Les promotions choc de Delhaize font beaucoup parler d’elles, mais le CEO assure qu’il s’agit là d’une tactique mûrement réfléchie. « Au début du mois, lorsque les ménages ont encore la majorité de leur budget à disposition, nous misons sur les actions de stockage et les promotions sur volume. À la fin du mois, nous organisons la ‘semaine peanuts’, qui met l’accent sur les produits bon marché. Nos actions promotionnelles ont fait leurs preuves en termes de génération de trafic. Nous proposons également des offres plus personnalisées. » Tout cela est-il donc essentiellement une question de perception ? « Notre positionnement prix est actuellement compétitif, surtout compte tenu du fait que nous ne faisons aucune concession sur le plan de la qualité. »

 

Nutri-Score en vue

Lors de notre visite au supermarché Molière superbement rénové à Ixelles, notre interlocuteur s’arrête au rayon poissonnerie. « Saviez-vous que Delhaize est la seule chaîne de supermarchés à vendre du cabillaud exclusivement pêché à la ligne ? La différence de qualité par rapport au cabillaud pêché au filet est énorme : dans ce cas, il serait plus approprié de parler de purée de cabillaud, alors que nous proposons de beaux filets bien fermes. » Cette information est toutefois loin d’être connue de tous les consommateurs. « Nous devons en effet améliorer notre communication », admet le CEO.
 

La santé, le goût et le confort d’achat font depuis des décennies partie de l’ADN de Delhaize. À quels changements faut-il donc concrètement s’attendre ? « Nous devons accélérer les choses », affirme le CEO. « Un exemple ? Le Nutri-Score sera introduit avant la fin de l’année afin d’aider nos clients à interpréter la valeur nutritionnelle de nos produits d’un simple coup d’œil. Nous avons opté pour un système scientifiquement fondé à base de codes couleur et de lettres, qui est déjà utilisé en France. Dans un premier temps, le Nutri-Score sera apposé sur quelques dizaines de produits dans trois catégories, à commencer par les soupes et les plats préparés vendus au rayon frais. »
 

Xavier Piesvaux souligne la crédibilité de Delhaize dans ce domaine : « Une bonne partie de notre assortiment obtient déjà un bon score en termes de valeur nutritionnelle. Il faut dire que nous reformulons entre 1 000 et 1 500 produits chaque année : nous abaissons la teneur en sucre, sel et graisse.
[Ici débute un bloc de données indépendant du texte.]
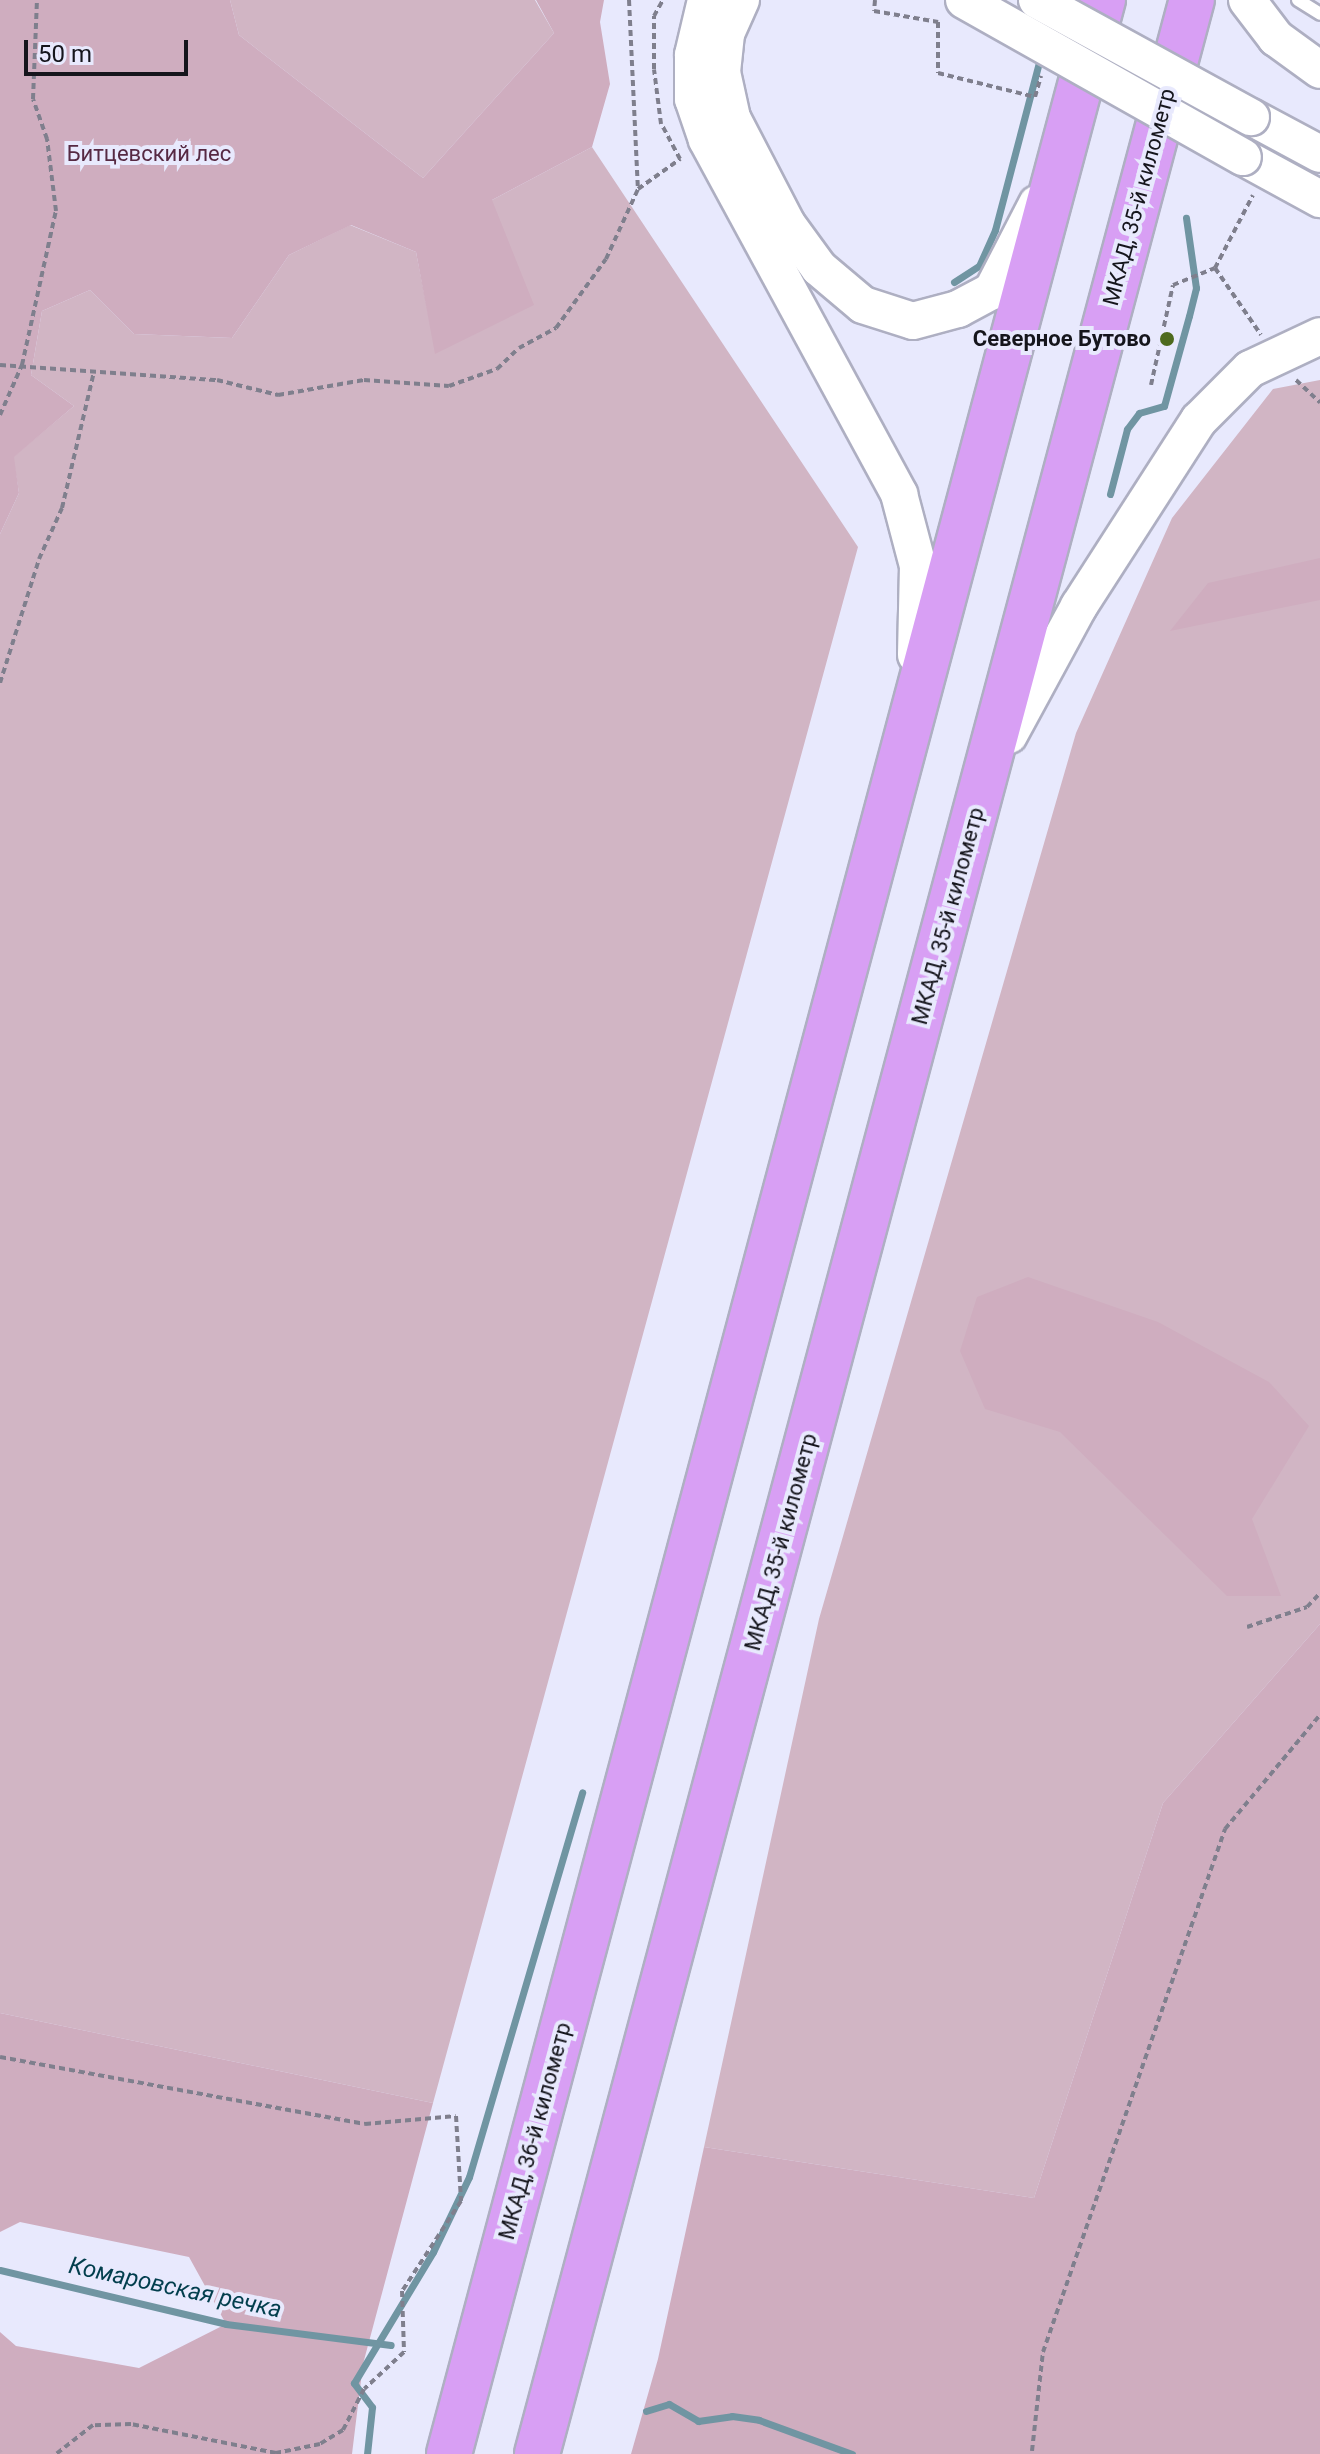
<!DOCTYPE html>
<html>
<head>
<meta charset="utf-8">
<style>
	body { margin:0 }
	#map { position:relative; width:1320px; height:2454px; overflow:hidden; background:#e8e9fd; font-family:Roboto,sans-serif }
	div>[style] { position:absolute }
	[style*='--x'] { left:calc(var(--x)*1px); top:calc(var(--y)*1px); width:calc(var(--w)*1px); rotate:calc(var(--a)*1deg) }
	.green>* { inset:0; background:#d1b5c4 }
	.forest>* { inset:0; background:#cfadbf }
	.stream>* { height:7px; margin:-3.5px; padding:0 3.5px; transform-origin:3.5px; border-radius:3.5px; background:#7095a2 }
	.path>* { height:4px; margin-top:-2px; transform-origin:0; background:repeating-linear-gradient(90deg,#7f7f8d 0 6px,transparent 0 10px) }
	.roads { filter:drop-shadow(2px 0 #aeafc2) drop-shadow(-2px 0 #aeafc2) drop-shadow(0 2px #aeafc2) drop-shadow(0 -2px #aeafc2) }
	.lane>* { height:12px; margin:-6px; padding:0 6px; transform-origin:6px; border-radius:6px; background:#fff }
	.secondary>* { height:36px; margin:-18px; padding:0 18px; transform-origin:18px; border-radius:18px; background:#fff }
	.highway>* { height:44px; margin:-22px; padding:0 22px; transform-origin:22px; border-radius:22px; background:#d89ff4 }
	.bridges { filter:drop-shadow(2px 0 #aeafc2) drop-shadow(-2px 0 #aeafc2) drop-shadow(0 2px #aeafc2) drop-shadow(0 -2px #aeafc2) }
	.secondary-bridge>* { height:36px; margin:-18px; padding:0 18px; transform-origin:18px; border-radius:18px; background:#fff }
	.dots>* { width:22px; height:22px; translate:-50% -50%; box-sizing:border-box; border:4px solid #e8e9fd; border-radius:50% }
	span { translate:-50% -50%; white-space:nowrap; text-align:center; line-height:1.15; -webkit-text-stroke:8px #e8e9fd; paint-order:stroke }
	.park-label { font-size:22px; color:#562943 }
	.street-label { font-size:22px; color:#15151c }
	.poi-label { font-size:22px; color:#15151c; font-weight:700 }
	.right { translate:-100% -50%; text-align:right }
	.water-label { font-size:24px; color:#023e4d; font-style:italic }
	.scale { position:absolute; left:24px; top:40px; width:164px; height:36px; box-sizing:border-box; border:4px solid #15151c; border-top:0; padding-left:10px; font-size:24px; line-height:28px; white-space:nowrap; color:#15151c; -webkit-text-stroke:6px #e8e9fd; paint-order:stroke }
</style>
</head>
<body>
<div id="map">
	<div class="green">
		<div style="clip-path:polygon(230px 0,535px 0,554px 33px,423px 178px,239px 35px)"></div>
		<div style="clip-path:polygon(592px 147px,858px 547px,433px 2103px,0 2013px,0 534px,19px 493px,13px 457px,74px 406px,31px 375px,42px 311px,90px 290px,134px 334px,232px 338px,289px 255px,350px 225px,416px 252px,436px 353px,492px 200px)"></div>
		<div style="clip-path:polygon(1320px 380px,1320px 1624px,1163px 1803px,1034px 2198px,704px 2147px,819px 1619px,1076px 733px,1172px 518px,1273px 389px)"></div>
	</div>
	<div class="forest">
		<div style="clip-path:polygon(0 0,230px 0,239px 35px,423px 178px,554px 33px,536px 0,604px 0,600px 22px,610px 84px,592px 147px,492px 200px,534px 305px,435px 354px,416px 252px,351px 225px,289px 255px,232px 338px,134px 334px,90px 290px,42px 311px,31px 375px,74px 406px,14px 457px,19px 493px,0 534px)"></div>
		<div style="clip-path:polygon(1320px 558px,1320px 600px,1170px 631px,1208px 583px)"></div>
		<div style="clip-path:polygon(1028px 1277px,1158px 1322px,1269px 1382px,1309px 1426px,1252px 1519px,1281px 1596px,1227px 1596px,1060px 1432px,985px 1409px,960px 1351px,977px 1297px)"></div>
		<div style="clip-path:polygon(1320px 1624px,1320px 2454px,631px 2454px,658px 2359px,704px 2147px,1034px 2198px,1163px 1803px)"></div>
		<div style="clip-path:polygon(0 2013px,433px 2103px,363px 2364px,352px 2454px,0 2454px,0 2332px,16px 2346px,139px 2368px,226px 2324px,189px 2257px,20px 2222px,0 2232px)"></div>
	</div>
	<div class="stream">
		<div style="--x:954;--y:282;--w:30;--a:-33"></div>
		<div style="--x:979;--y:266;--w:39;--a:-66"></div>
		<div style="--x:995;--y:230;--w:181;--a:-75.3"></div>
		<div style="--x:1110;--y:494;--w:67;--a:-75.3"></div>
		<div style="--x:1127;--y:429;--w:20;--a:-53"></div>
		<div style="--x:1139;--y:413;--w:26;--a:-16"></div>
		<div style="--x:1164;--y:406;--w:93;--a:-74.5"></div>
		<div style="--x:1189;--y:316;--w:29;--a:-76"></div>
		<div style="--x:1196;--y:288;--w:71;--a:-98.1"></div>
		<div style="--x:0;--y:2270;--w:232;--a:13.4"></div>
		<div style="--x:226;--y:2324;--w:166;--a:7.3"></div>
		<div style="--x:646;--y:2411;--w:24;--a:-17"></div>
		<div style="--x:669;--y:2404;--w:34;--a:30"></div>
		<div style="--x:698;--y:2421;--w:34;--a:-8"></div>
		<div style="--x:732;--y:2416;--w:27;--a:8"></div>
		<div style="--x:759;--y:2420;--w:99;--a:20.1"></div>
		<div style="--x:367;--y:2454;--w:47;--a:-83.9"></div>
		<div style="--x:372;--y:2407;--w:30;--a:-127"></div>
		<div style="--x:354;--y:2383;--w:153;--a:-58.9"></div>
		<div style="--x:433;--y:2252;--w:83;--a:-64.4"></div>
		<div style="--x:469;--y:2177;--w:401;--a:-73.6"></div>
	</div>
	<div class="path">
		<div style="--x:629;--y:0;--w:189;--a:87.3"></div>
		<div style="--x:875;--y:0;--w:11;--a:95"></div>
		<div style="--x:874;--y:11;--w:65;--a:9.8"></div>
		<div style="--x:938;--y:22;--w:51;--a:90"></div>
		<div style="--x:938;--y:73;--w:100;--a:13.9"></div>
		<div style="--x:1035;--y:97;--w:22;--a:-74"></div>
		<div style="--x:1215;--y:268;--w:81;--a:55.5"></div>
		<div style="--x:0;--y:365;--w:218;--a:4"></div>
		<div style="--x:217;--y:380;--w:63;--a:13.8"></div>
		<div style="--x:278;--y:395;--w:87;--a:-9.9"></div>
		<div style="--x:364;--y:380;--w:85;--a:4"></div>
		<div style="--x:449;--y:386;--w:51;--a:-19.5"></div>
		<div style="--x:497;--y:369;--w:30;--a:-44"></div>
		<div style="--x:519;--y:348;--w:42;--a:-28.4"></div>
		<div style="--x:556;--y:328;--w:85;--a:-54.1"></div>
		<div style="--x:606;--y:259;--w:77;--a:-65.4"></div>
		<div style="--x:638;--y:189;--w:52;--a:-35.5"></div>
		<div style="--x:680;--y:159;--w:40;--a:-118"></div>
		<div style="--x:661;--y:124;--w:55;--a:-97.3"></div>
		<div style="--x:654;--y:69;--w:53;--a:-90"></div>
		<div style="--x:654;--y:16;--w:18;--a:-61"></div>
		<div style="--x:1296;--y:380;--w:33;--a:43"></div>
		<div style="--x:1151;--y:385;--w:102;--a:-77.6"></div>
		<div style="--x:1173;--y:285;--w:45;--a:-22"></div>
		<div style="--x:1215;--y:268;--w:82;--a:-62.5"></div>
		<div style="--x:0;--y:415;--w:55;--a:-66.3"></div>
		<div style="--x:22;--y:365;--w:158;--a:-77.6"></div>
		<div style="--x:56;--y:211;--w:73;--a:-97.1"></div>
		<div style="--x:47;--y:139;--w:42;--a:-109.3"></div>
		<div style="--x:33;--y:99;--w:99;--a:-87.7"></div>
		<div style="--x:0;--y:683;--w:130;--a:-72.5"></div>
		<div style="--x:39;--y:559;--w:56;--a:-65.7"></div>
		<div style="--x:62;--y:508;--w:140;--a:-76.8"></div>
		<div style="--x:1247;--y:1627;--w:63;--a:-18.4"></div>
		<div style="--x:1307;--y:1607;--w:19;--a:-47"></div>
		<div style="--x:0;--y:2057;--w:371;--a:10.4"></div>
		<div style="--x:365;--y:2124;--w:91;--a:-5"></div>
		<div style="--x:456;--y:2116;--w:85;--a:86.6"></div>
		<div style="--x:461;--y:2201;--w:108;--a:123.2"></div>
		<div style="--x:402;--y:2291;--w:61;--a:88.1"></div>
		<div style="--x:404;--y:2352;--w:54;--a:137.2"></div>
		<div style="--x:364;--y:2389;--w:46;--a:117.1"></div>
		<div style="--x:343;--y:2430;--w:27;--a:149"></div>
		<div style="--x:320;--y:2444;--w:45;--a:168.4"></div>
		<div style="--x:276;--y:2453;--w:148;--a:-168.7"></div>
		<div style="--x:131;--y:2424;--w:38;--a:178"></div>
		<div style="--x:93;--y:2425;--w:47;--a:141.9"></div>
		<div style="--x:1032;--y:2451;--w:100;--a:-83.7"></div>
		<div style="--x:1043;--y:2352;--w:554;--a:-70.81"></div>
		<div style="--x:1225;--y:1829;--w:148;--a:-50.2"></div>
	</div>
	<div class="roads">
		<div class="lane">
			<div style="--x:1298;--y:0;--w:26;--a:32"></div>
		</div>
		<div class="secondary">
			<div style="--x:706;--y:0;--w:57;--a:103.3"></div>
			<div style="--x:693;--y:55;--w:44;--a:90"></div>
			<div style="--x:693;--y:99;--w:43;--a:71.1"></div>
			<div style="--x:707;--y:140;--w:403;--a:61.5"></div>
			<div style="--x:899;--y:494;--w:74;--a:75.2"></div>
			<div style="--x:918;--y:566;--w:89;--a:91.3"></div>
			<div style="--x:741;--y:0;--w:37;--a:114"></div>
			<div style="--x:726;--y:34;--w:38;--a:96"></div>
			<div style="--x:722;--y:72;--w:47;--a:77.7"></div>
			<div style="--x:732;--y:118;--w:119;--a:62.6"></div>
			<div style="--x:787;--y:224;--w:54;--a:54"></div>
			<div style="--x:819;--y:268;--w:57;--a:40.1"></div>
			<div style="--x:863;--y:305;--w:52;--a:17.7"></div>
			<div style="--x:913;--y:321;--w:47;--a:-14.9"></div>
			<div style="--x:958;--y:309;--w:38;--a:-28"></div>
			<div style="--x:992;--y:291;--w:98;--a:-62.7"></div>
			<div style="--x:1247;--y:0;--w:48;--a:52.7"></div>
			<div style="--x:1276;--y:38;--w:54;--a:36"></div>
			<div style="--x:1251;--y:117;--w:78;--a:28.2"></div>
			<div style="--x:1243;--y:157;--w:88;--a:28.6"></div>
			<div style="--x:1009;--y:735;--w:147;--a:-61.5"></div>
			<div style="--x:1079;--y:606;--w:221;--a:-57.2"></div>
			<div style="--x:1199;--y:420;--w:72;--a:-45"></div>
			<div style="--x:1250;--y:369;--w:77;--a:-25.2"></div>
		</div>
		<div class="highway">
			<div style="--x:449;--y:2454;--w:2540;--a:-75.08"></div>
			<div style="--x:537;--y:2454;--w:2540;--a:-75.06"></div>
		</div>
	</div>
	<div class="bridges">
		<div class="secondary-bridge">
			<div style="--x:964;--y:0;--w:320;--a:29.4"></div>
			<div style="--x:1037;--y:0;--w:244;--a:28.7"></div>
		</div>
	</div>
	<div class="dots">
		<div style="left:1167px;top:339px;background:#4e6a1e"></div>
	</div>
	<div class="park-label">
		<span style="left:149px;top:154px">Битцевский лес</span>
	</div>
	<div class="street-label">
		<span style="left:1139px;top:197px;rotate:-75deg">МКАД, 35-й километр</span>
		<span style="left:948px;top:916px;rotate:-75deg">МКАД, 35-й километр</span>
		<span style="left:781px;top:1542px;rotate:-75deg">МКАД, 35-й километр</span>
		<span style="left:535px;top:2131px;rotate:-75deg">МКАД, 36-й километр</span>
	</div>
	<div class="poi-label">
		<span class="right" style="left:1151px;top:339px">Северное Бутово</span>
	</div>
	<div class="water-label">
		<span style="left:175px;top:2288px;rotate:12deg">Комаровская речка</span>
	</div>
	<div class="scale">50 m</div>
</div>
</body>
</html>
Nos ambitions vis-à-vis du frais, et plus particulièrement les fruits et légumes et le poisson, ont aussi un lien direct avec la santé. Notre action Légumes magiques remporte un énorme succès : lors de la première vague, nous en avons vendu pas moins de deux millions. »

 

Nouvelle génération de supermarchés

Un autre fer de lance de l’enseigne est la convenience, concept très large s’il en est. Au niveau des produits, les possibilités d’innovation sont légion. « Par exemple, les smoothies qui se substituent au petit-déjeuner traditionnel. » Les bars à salade en libre-service ont aussi la cote. S’agissant des magasins, Delhaize compte tester de nouveaux concepts encore cette année. L’enseigne au lion est notamment en train de construire un supermarché de nouvelle génération à Nivelles. Concernant l’expansion, le CEO table sur une quarantaine de nouvelles filiales – essentiellement de taille modeste – par an. « Nous savons exactement où nous voulons ouvrir ces filiales. » 
 

Et l’e-commerce dans tout ça ? « Delhaize propose la livraison à domicile depuis trente ans déjà, à la seule différence que les commandes étaient autrefois passées par téléphone. Le phénomène des courses en ligne est encore assez limité en Belgique, mais nous notons une croissance à deux chiffres. Les jeunes générations sont clairement demandeuses. Le retrait des courses est possible dans tous les magasins intégrés. Et nous sommes en pourparlers avec nos affiliés afin de trouver de bons accords avec eux. Les points d’enlèvement sont un moyen d’attirer les gens dans les magasins. Les clients e-commerce se montrent plus fidèles et leurs dépenses chez leur enseigne attitrée augmentent. Nous allons parallèlement aussi investir dans le concept omnicanal afin de permettre à nos clients de commander des produits non disponibles en magasin, au rayon vins par exemple. »

 

Concurrence d’Albert Heijn

Le premier trimestre a été positif, même si les magasins AD et Proxy Delhaize indépendants affichent des résultats nettement meilleurs que les filiales. Comment l’expliquer ? « Les entrepreneurs indépendants sont plus proches de leurs clients et investissent lourdement pour donner vie au concept de Delhaize. Nos filiales font quant à elles office de laboratoires, où les nouveaux concepts sont testés en primeur. C’est un modèle gagnant-gagnant. D’ailleurs, les magasins intégrés ont eux aussi encore progressé au premier trimestre. » L’organisation du travail en magasin doit cependant être améliorée. « Si nous voulons donner des raisons aux clients de se rendre dans nos magasins, il faut que nos collaborateurs puissent leur accorder du temps. Cela passe d’une part par la formation, et d’autre part par la simplification du travail. Nous devons accroître notre efficacité, notamment en faisant un meilleur usage du système de commande automatique. Dans le cadre du programme ‘Boost’, nos collaborateurs ont la possibilité de s’exprimer à propos des points à améliorer dans les magasins. Cela nous permet d’identifier les failles et d’y remédier. »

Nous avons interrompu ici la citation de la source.